Opinion
Docket No. 2959.
January 25, 1954.
APPEAL from a judgment of the Superior Court of the City and County of San Francisco and from an order denying a new trial. Twain Michelsen, Judge. Affirmed.
C.L. Shinn for Appellant.
Edmund G. Brown, Attorney General, and David K. Lener, Deputy Attorney General, for Respondent.
Defendant was convicted by a jury of a violation of section 11500, Health and Safety Code, possession of marijuana. He appeals from the judgment and from an order denying his motion for new trial.
Two police officers on January 9, 1953, went to the premises known as 1626 Ellis Street in San Francisco. The premises consisted of a front room used as a shoeshine parlor and a back room containing a restaurant counter, a juke box, a table and chairs and a Chesterfield sofa. Appellant was in sole charge of the shoeshine stand at the time and was shining a customer's shoes. The door to the back room was locked. At the officers' request appellant gave them a bunch of keys, including the key to the back room. They unlocked the door, entered the back room and discovered a package wrapped in newspaper protruding from between a cushion and the back of the sofa. This contained seven marijuana cigarettes. Appellant denied all knowledge of this package. Appellant admitted that he had rented or was negotiating to rent the restaurant and the day before had been working in the back room shortening the counter. He claimed that the back room had been open to the public until the day before when the police requested its owner or lessee, one Foley, to lock it up.

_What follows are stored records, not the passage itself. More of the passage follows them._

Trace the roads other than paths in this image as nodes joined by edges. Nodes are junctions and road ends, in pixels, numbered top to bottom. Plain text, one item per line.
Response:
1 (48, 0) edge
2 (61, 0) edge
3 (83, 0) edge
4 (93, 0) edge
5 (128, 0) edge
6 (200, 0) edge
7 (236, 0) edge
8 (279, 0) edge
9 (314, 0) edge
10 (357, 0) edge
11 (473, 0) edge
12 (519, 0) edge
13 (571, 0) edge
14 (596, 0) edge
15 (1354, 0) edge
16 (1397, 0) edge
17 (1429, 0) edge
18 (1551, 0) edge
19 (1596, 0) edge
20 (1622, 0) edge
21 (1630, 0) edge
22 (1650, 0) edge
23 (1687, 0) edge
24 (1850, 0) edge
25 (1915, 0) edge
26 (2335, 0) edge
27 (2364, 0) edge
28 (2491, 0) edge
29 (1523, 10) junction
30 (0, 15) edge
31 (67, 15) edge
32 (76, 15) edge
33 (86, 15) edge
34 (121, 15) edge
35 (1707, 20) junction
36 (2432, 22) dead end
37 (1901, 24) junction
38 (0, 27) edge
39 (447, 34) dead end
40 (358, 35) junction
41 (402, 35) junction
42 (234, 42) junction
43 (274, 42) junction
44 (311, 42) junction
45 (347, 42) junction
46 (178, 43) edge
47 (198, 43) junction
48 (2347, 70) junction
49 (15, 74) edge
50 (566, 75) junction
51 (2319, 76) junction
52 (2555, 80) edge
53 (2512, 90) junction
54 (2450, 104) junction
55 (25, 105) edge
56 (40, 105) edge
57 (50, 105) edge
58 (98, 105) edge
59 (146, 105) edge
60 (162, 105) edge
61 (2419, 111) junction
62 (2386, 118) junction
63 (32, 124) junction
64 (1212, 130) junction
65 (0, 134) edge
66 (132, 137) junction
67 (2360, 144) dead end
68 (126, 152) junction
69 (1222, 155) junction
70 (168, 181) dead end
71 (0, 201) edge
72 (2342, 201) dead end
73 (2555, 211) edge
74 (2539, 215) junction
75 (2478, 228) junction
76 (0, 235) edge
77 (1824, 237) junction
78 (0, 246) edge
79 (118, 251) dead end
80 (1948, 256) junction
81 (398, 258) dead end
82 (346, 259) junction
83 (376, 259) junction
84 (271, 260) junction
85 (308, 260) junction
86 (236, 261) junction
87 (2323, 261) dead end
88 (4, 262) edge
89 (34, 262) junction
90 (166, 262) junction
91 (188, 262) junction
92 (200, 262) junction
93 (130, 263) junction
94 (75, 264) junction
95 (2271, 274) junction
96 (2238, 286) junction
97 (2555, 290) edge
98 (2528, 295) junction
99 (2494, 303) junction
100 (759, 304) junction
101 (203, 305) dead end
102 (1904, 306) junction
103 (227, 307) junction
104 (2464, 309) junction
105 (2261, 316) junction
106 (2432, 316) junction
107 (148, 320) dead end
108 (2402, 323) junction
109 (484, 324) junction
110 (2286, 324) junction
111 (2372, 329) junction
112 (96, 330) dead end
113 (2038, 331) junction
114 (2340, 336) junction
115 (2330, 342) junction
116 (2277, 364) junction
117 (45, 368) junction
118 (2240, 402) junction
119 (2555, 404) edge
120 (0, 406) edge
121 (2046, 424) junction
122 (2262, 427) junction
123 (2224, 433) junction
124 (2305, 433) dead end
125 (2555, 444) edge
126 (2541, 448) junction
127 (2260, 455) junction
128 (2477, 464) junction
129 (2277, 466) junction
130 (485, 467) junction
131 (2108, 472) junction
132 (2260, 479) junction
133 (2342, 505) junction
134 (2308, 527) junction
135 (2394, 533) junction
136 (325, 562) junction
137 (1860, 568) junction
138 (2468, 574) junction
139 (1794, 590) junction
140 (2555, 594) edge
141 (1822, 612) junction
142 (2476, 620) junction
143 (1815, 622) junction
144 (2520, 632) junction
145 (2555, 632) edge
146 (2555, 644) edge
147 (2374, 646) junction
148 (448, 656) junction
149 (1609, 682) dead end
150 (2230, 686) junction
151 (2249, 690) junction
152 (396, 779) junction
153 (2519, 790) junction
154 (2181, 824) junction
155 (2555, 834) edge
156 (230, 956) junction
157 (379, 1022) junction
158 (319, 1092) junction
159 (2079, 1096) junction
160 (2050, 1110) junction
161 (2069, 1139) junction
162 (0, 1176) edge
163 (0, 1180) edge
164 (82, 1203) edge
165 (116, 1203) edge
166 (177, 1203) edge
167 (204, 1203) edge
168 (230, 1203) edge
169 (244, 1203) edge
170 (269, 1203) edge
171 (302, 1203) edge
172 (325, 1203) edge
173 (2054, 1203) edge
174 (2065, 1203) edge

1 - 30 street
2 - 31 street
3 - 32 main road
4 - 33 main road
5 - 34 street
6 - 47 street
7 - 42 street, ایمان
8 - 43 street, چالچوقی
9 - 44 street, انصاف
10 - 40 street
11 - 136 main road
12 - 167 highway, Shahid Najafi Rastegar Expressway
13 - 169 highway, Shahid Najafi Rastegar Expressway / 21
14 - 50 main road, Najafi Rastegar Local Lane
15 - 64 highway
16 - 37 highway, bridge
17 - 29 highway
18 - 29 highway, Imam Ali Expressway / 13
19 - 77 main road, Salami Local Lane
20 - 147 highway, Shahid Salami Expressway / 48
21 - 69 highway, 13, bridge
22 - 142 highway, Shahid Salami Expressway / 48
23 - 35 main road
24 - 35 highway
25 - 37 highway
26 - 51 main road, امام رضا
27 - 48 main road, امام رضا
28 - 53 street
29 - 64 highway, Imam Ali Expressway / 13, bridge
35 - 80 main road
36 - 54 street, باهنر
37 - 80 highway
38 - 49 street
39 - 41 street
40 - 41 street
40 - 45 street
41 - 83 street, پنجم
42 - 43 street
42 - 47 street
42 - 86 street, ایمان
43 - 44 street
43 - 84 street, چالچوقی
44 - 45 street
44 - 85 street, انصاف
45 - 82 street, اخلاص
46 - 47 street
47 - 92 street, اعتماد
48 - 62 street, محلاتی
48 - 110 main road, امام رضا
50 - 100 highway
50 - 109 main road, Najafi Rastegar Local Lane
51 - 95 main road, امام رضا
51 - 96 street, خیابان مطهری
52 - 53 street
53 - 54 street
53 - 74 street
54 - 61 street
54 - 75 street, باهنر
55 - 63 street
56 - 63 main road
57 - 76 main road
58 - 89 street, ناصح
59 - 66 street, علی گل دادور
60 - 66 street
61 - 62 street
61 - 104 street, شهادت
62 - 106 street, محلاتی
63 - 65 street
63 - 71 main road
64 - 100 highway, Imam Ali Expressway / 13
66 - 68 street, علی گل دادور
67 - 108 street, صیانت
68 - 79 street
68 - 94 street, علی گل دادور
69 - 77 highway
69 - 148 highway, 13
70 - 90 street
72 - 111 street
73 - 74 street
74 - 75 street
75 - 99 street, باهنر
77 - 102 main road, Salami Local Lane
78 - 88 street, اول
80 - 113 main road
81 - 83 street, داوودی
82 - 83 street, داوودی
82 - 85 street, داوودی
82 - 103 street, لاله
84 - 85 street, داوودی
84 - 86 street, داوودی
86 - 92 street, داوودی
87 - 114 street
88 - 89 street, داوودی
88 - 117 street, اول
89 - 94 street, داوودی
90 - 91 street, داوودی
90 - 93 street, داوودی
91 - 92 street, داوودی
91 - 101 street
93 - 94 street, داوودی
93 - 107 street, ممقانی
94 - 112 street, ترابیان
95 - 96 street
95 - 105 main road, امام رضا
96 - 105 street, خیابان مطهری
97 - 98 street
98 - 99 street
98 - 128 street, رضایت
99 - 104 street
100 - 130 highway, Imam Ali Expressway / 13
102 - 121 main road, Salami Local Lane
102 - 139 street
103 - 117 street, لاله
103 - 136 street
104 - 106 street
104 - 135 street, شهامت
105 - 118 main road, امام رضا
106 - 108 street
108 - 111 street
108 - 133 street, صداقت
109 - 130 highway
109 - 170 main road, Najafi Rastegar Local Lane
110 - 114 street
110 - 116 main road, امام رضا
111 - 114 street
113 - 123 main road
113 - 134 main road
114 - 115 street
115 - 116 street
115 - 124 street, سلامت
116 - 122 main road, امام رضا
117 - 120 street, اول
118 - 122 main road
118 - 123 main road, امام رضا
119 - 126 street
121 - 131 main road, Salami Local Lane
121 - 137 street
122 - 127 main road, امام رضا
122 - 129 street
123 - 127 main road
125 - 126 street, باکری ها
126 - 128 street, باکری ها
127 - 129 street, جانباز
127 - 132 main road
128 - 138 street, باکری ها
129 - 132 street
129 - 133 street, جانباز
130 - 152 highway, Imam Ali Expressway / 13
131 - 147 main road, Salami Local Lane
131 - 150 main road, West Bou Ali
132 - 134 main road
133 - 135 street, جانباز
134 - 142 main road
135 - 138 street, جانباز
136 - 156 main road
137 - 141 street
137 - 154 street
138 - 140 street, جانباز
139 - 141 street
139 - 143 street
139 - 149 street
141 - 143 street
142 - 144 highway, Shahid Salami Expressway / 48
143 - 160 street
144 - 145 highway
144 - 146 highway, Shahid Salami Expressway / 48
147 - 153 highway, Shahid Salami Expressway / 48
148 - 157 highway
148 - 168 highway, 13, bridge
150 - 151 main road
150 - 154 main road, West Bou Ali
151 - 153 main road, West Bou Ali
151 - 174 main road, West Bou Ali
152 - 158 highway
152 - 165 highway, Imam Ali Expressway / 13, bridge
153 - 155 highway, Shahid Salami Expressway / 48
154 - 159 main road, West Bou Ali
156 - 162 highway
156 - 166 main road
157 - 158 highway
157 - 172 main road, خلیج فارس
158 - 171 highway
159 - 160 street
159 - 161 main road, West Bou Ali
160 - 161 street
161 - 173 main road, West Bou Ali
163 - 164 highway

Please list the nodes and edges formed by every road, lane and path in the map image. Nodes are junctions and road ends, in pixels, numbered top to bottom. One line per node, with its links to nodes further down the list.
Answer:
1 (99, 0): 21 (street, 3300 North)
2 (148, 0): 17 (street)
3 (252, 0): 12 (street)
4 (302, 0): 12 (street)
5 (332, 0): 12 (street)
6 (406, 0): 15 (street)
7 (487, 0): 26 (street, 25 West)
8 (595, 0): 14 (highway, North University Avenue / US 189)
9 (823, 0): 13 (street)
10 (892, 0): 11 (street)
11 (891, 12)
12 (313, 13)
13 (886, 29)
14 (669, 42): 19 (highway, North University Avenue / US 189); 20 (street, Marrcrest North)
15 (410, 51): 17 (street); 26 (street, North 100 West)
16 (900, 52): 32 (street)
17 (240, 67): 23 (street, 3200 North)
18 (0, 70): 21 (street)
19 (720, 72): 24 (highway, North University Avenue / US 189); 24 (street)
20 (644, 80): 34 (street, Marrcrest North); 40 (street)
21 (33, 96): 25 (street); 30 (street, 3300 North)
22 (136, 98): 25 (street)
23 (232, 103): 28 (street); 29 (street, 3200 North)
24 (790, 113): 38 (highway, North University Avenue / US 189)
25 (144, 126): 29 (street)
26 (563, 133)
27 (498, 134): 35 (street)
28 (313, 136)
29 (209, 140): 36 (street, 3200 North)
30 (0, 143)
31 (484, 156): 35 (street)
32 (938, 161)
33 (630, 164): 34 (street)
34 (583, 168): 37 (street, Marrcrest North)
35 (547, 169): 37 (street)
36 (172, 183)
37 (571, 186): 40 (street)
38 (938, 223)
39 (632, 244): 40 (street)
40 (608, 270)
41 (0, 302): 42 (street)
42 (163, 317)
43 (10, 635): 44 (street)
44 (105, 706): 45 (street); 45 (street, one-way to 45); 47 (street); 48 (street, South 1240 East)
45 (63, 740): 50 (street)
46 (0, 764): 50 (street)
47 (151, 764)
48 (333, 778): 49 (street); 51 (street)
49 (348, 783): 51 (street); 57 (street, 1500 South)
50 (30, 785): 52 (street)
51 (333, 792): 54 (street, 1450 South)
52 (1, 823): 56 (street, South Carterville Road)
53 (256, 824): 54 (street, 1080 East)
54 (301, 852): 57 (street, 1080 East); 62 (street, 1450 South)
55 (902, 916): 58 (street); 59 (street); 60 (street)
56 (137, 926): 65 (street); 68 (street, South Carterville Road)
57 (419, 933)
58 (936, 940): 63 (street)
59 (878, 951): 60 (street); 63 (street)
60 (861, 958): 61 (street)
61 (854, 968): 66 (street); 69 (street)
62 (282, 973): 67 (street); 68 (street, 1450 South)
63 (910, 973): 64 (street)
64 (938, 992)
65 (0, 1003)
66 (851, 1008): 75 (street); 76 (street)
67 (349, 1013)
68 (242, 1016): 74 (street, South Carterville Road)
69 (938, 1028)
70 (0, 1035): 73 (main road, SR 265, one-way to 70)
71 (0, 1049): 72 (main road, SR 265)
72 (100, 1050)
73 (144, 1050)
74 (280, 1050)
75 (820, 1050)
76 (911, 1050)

It was appellant's claim that one Jimmy Adalo operated the shoeshine parlor, that Adalo had spent the night before with him in his room and that he had only relieved Adalo a few minutes before the officers arrived to permit Adalo to go to appellant's room to get a coat which he had left there. Appellant testified that he had only relieved Adalo "about twice" at the shoeshine parlor. However, the officers testified that Foley told them in appellant's presence that "defendant was shining shoes there on a part time basis," although Adalo regularly operated the stand.
In appellant's room the officers found two hypodermic needles and an eyedropper, commonly used by addicts for taking heroin. Appellant denied any knowledge of these articles. They also found three packages of cigarette papers similar to the paper in which some of the marijuana cigarettes were wrapped. Appellant admitted that the papers were his and stated that he had used them for rolling cigarettes of tobacco.
Appellant urges that the facts show no more than a suspicion against him and are not sufficient to support his conviction. We dismiss the finding of the hypodermic needles and eyedropper in appellant's room. They are not articles used in connection with marijuana. Nor is the possession of cigarette papers of a common sort, which might be found in the possession of hundreds of cigarette smokers, of any moment.
[1] Basically the question is, where a defendant is found in sole occupancy of premises with the key to a locked room on his person, he admits being in the room the day before and narcotics are found therein, may the jury fairly draw the inference that he knowingly possessed the narcotics? We think that they may.
Appellant testified that Adalo and others had equal access to the room and argues that unlawful possession of narcotics is not proved where equal right and facility to enter the premises is available to others. ( People v. Gallagher, 12 Cal.App.2d 434 [ 55 P.2d 889]; People v. Martin, 76 Cal.App.2d 317 [ 172 P.2d 910]; People v. Bledsoe, 75 Cal.App.2d 862 [ 171 P.2d 950].) Appellant's testimony to this effect was evidently not believed by the jury and he called no witness to corroborate him in any particular.
[2] Appellant made a motion for new trial. He produced in support of the motion one McDonald, who testified that he and several others were in the back room when the police entered it and that he saw somebody put a package of cigarettes under the cushion of the Chesterfield. A motion for a new trial for newly discovered evidence gives room for a wide discretion to the trial judge. ( People v. Mandell, 48 Cal.App.2d 806, 818 [ 120 P.2d 921]; People v. Coronado, 57 Cal.App.2d 805, 815 [ 135 P.2d 647].) McDonald's story was at complete variance with all of the testimony given at the trial. According to the witnesses including appellant the back room was locked and nobody was in it when the officers unlocked the door and entered. There was no abuse of discretion in denying the new trial.
The judgment and denial of a new trial are both affirmed.
Nourse, P.J., and O'Donnell, J. pro tem., concurred.
Assigned by Chairman of Judicial Council.